| Task details |
From the entries below, copy out all lines holding "place".

| Material provided |
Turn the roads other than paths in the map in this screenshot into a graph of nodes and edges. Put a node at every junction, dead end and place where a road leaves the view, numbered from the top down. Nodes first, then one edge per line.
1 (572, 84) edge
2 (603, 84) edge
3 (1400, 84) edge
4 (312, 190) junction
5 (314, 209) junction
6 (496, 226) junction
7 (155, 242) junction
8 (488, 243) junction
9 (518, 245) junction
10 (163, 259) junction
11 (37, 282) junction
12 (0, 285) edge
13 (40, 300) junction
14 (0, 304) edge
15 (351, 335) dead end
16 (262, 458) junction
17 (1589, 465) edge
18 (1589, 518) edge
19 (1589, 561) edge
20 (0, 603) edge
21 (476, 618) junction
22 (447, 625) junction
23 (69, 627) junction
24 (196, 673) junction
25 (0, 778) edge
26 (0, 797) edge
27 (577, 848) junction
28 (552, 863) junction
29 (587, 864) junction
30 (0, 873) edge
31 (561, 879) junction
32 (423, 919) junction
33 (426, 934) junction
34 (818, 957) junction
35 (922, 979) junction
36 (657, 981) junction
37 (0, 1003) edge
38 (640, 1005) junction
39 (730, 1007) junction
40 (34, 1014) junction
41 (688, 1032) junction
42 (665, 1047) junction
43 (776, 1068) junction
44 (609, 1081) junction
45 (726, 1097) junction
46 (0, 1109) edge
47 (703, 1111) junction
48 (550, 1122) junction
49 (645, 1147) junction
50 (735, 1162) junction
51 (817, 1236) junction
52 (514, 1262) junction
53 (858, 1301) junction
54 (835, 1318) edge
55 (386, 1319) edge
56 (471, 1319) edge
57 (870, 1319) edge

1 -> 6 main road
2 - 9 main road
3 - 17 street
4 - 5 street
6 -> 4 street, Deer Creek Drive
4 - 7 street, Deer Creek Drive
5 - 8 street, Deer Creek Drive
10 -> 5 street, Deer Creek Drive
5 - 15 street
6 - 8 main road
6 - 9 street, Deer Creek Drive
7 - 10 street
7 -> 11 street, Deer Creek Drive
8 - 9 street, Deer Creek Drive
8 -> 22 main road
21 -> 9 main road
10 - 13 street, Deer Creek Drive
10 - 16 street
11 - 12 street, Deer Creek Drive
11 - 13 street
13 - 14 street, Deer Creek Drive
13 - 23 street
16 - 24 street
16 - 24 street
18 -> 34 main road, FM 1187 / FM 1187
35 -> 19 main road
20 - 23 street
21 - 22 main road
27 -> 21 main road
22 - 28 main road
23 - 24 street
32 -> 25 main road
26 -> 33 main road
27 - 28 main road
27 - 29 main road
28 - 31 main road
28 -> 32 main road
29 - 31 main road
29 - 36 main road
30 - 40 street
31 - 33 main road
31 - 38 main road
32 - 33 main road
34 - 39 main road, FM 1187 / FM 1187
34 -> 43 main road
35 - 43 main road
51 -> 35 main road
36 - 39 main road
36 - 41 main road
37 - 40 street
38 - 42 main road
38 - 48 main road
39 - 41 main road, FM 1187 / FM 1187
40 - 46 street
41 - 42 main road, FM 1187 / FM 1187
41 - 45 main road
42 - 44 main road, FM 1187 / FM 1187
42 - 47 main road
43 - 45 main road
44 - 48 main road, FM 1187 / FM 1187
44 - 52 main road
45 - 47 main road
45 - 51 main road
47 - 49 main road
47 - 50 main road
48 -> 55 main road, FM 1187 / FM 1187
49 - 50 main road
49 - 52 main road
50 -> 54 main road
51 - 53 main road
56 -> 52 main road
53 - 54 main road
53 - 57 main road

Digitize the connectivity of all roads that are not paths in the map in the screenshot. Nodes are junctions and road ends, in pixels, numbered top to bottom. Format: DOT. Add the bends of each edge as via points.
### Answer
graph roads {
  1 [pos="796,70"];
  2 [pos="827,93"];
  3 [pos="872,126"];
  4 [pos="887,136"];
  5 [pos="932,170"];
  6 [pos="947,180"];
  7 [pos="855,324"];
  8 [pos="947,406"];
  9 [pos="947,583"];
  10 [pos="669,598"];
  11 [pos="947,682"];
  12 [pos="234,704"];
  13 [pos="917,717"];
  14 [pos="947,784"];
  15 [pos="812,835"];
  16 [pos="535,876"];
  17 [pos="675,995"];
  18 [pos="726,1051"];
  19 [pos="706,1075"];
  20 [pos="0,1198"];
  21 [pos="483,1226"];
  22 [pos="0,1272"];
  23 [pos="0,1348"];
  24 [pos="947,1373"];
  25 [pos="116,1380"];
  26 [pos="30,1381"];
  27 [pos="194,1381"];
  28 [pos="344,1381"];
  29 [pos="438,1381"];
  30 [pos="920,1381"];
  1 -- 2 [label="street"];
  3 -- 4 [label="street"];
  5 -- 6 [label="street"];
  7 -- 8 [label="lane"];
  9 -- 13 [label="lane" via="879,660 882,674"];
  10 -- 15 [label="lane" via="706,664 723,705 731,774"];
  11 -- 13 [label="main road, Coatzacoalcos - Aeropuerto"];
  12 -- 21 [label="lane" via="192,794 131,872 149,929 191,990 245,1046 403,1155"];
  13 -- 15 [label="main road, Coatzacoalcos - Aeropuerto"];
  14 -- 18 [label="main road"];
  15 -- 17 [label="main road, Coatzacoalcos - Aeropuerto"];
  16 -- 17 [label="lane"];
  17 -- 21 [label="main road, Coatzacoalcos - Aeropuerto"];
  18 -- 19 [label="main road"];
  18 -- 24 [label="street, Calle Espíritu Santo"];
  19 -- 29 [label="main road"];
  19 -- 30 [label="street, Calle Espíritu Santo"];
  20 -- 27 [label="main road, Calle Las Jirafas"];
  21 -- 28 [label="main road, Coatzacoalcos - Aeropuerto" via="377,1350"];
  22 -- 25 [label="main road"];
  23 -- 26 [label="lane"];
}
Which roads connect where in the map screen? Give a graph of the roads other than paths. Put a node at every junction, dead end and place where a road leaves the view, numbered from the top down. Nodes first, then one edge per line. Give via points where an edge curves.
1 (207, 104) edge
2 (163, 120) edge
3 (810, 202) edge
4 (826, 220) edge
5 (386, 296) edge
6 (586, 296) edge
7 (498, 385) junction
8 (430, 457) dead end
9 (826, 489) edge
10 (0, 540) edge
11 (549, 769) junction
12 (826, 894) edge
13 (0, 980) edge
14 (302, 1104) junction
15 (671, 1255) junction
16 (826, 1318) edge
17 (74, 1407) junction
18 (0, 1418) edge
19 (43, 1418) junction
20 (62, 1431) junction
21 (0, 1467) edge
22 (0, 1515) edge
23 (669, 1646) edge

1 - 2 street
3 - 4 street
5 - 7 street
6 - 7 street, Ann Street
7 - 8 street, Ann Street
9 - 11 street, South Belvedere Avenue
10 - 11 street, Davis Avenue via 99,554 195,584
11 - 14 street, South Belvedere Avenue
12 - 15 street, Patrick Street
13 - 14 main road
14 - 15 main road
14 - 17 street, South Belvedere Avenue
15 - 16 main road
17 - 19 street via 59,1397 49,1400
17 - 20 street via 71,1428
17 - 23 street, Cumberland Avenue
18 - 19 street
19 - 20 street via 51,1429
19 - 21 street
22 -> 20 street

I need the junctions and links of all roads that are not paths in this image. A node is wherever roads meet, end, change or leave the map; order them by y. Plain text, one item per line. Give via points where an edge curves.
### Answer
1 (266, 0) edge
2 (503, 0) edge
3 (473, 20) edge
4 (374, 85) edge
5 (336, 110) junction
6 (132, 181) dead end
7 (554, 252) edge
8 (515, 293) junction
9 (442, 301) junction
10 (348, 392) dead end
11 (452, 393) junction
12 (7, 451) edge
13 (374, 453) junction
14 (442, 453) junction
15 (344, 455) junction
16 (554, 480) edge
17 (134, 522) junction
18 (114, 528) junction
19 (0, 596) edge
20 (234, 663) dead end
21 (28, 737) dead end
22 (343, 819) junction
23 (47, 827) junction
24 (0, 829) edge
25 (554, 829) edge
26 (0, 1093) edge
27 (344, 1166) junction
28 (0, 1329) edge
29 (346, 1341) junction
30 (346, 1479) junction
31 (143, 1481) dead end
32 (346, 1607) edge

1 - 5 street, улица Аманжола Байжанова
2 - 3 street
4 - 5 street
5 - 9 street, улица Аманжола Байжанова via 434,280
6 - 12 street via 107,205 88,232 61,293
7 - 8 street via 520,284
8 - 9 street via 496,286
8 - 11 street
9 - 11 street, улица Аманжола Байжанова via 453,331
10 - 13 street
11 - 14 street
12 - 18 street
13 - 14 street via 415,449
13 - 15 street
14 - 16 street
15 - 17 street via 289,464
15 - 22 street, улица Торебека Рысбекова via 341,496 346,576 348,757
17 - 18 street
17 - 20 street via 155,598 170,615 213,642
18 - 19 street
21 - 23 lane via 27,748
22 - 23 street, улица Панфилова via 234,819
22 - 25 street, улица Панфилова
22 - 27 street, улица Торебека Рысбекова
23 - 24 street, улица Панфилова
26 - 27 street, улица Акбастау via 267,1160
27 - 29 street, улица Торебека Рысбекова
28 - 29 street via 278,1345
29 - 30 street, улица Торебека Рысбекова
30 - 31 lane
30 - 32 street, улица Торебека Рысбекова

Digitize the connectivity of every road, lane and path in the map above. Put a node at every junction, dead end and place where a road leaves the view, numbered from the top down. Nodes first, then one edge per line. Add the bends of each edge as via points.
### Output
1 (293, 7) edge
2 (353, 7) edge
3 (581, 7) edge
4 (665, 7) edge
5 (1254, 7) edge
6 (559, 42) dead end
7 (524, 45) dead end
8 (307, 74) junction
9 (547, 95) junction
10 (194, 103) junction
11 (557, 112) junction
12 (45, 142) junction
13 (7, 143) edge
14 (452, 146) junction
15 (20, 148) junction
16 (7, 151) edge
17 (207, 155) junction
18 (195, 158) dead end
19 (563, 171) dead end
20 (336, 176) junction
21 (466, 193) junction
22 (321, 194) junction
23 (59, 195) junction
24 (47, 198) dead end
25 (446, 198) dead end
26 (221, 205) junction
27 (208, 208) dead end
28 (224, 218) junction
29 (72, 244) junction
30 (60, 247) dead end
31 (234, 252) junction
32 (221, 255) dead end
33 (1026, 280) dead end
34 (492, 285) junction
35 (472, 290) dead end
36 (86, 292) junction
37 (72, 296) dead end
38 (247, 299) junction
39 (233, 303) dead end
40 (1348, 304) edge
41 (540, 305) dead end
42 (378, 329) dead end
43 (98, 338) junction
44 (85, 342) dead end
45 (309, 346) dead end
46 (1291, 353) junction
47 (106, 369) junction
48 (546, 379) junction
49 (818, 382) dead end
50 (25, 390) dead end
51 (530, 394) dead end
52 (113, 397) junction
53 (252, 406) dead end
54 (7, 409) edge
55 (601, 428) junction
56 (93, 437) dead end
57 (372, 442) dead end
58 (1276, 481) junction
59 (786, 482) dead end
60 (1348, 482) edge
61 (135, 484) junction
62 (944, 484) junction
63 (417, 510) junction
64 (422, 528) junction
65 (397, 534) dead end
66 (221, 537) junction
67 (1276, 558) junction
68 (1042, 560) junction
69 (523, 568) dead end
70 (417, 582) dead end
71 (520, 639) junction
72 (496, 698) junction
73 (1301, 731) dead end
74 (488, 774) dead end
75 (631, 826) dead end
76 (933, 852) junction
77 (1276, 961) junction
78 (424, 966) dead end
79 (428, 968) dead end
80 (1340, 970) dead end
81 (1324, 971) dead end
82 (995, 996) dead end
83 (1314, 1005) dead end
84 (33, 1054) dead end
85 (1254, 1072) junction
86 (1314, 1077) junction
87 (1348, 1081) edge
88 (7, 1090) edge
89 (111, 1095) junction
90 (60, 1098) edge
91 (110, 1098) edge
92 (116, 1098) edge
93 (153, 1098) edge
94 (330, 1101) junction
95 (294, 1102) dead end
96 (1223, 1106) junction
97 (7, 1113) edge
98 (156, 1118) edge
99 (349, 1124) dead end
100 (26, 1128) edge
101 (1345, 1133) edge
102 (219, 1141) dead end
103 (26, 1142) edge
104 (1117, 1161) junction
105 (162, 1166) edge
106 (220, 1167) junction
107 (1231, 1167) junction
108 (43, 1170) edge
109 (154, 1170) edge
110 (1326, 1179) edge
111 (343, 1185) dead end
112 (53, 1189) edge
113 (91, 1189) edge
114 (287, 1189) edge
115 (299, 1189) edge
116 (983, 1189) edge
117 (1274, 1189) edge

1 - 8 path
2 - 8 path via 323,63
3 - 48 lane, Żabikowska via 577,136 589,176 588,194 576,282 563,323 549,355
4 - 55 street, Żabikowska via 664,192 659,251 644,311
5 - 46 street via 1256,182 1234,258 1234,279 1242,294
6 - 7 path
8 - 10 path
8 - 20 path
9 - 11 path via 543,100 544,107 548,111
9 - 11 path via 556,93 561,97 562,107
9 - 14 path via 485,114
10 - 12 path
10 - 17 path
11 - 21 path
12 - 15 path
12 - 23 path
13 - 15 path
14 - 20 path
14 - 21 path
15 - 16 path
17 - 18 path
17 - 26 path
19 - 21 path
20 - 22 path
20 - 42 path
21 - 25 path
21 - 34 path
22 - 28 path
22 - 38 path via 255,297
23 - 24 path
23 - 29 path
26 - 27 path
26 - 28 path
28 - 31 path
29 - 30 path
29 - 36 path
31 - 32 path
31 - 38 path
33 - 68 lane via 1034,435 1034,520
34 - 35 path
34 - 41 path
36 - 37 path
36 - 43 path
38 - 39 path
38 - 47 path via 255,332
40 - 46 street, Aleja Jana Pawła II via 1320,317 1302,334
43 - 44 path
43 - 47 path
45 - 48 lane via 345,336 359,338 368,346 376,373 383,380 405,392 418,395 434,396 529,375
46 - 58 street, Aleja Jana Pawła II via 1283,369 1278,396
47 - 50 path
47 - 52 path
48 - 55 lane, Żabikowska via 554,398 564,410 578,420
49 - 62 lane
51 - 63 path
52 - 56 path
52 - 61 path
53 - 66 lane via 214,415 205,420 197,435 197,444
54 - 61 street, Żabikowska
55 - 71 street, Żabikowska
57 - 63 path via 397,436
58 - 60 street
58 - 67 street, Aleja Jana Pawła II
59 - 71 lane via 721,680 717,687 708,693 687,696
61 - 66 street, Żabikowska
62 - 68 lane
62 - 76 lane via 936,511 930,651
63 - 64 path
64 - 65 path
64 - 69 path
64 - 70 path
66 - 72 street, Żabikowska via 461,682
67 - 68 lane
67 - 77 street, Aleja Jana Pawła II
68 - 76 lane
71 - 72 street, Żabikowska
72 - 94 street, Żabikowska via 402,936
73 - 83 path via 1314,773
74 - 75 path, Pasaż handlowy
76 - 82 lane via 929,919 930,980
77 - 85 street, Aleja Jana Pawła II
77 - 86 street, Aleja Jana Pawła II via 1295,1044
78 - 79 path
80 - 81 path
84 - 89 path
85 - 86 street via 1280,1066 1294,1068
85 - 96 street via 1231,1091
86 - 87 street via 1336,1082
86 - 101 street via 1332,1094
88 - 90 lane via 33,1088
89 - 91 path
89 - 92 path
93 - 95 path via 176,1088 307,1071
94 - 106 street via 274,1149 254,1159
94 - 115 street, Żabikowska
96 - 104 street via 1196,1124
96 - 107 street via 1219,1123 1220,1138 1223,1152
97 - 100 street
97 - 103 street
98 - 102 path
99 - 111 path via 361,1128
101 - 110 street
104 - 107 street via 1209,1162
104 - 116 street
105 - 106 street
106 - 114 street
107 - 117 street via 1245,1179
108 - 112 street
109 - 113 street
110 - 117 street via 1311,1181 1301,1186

| The answer |
Turn the roads other than paths in the map in this screenshot into a graph of nodes and edges. Put a node at every junction, dead end and place where a road leaves the view, numbered from the top down. Nodes first, then one edge per line.
Which roads connect where in the map screen? Give a graph of the roads other than paths. Put a node at every junction, dead end and place where a road leaves the view, numbered from the top down. Nodes first, then one edge per line. Give via points where an edge curves.
Digitize the connectivity of every road, lane and path in the map above. Put a node at every junction, dead end and place where a road leaves the view, numbered from the top down. Nodes first, then one edge per line. Add the bends of each edge as via points.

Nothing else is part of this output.